Jingalov Hats by Kate Leahy, Ara Zada & John Lee
These breads—hats in Armenian—look like flat footballs and are filled to the brim with herbs and greens. Some bakers claim they use more than twenty types of greens to achieve optimal flavor.
“Did you eat jingalov hats?” That’s the first question anyone in Yerevan asked us when we said we had visited Artsakh. If they had known earlier, they may have asked us to bring back a box of these beloved flatbreads from the bazaar in Stepanakert, the small republic’s capital city.
These breads—hats in Armenian—look like flat footballs and are filled to the brim with herbs and greens. Some bakers claim they use more than twenty types of greens to achieve optimal flavor. This is easier in the spring, when foraged herbs—some of them rarely seen outside of Armenia—pad the numbers. By November, the number dwindles to “merely” a dozen herbs and greens. To get the best mix from what’s available near you, see Jingalov Hats Herbs and Greens (below).

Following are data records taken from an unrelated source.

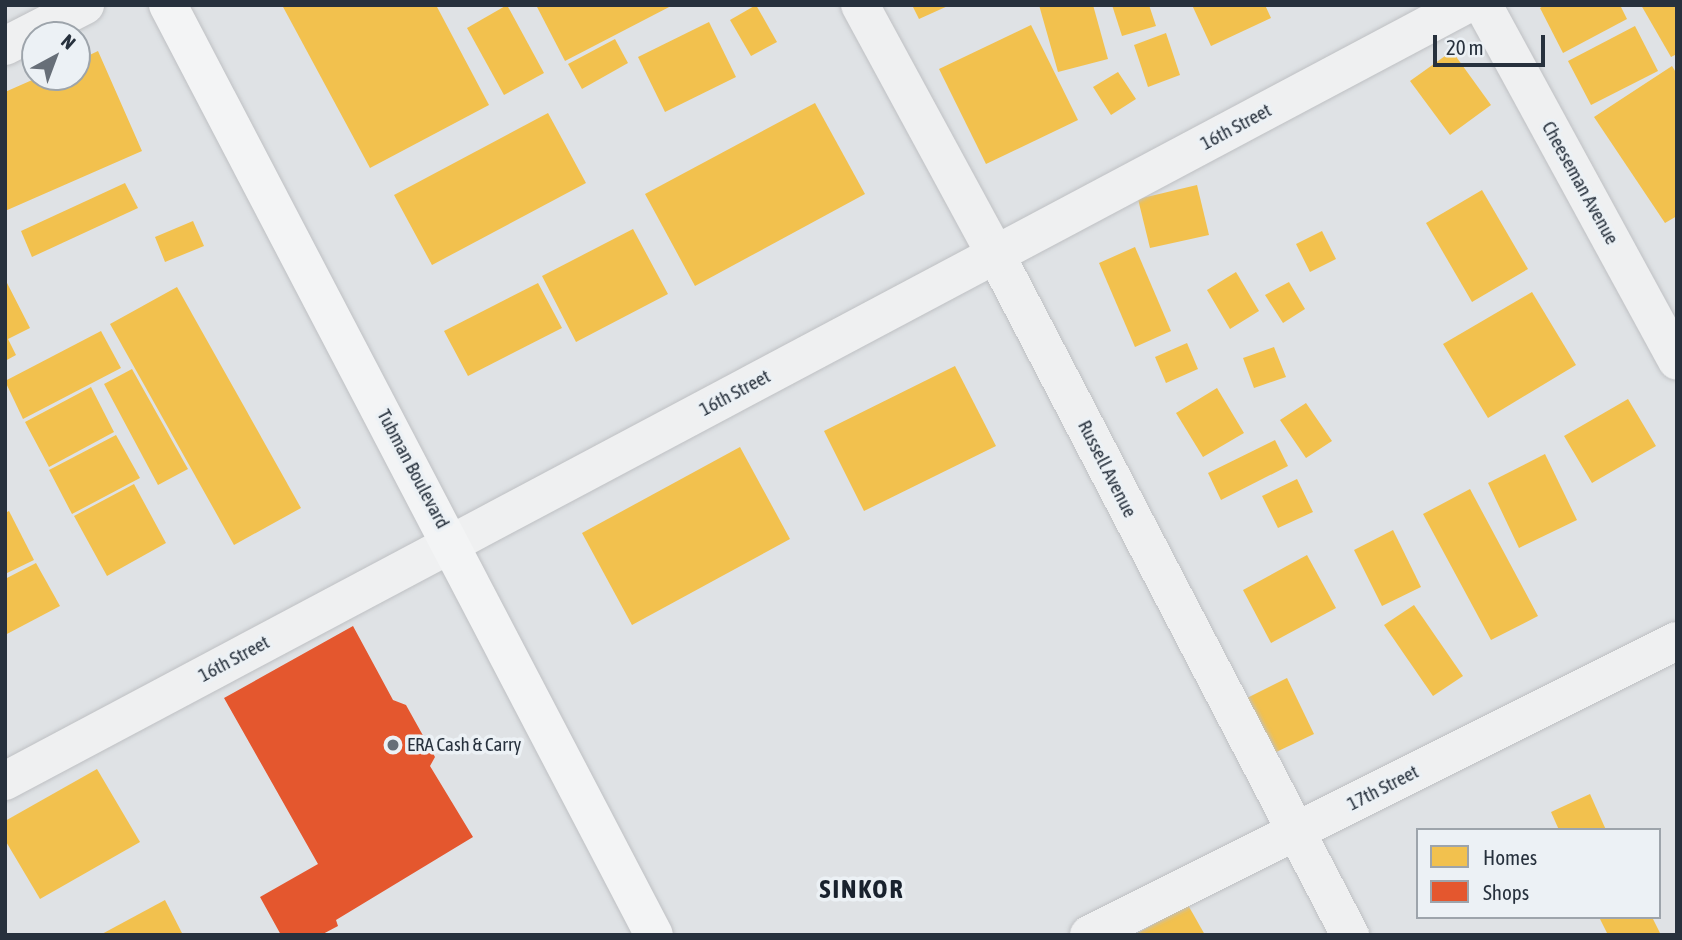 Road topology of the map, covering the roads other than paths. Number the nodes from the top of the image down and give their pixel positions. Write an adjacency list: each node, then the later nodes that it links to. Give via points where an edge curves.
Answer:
1 (85, 5): 6 (street)
2 (168, 5): 9 (highway, Tubman Boulevard)
3 (860, 5): 7 (street, Russell Avenue)
4 (1465, 5): 7 (street, 16th Street)
5 (1483, 5): 8 (street, Cheeseman Avenue)
6 (5, 46)
7 (996, 255): 9 (street, 16th Street); 12 (street, Russell Avenue)
8 (1677, 361)
9 (453, 543): 11 (street, 16th Street); 13 (highway, Tubman Boulevard)
10 (1677, 641): 12 (street, 17th Street)
11 (5, 782)
12 (1296, 832): 14 (street, 17th Street); 15 (street, Russell Avenue)
13 (654, 935)
14 (1089, 935)
15 (1350, 935)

When making jingalov hats, mix the dough first and let it rest while you finely chop all of the greens and herbs. It’s best to wash the greens the day before or earlier the day of so they are dry when you are ready to chop them, making it easier to slice them as thinly as possible (this helps them cook quickly inside the flatbread as you griddle it). By the time you’re done chopping, the dough will be ready to portion. For cooking the hats, Artsakh cooks prefer a cast-iron saj, but a large griddle that covers two burners works just as well. If you have extra dough from making Lavash, you can use it in place of the dough called for here for a slightly puffier version. And if you run out of greens, roll out the extra dough and griddle it as if it were lavash.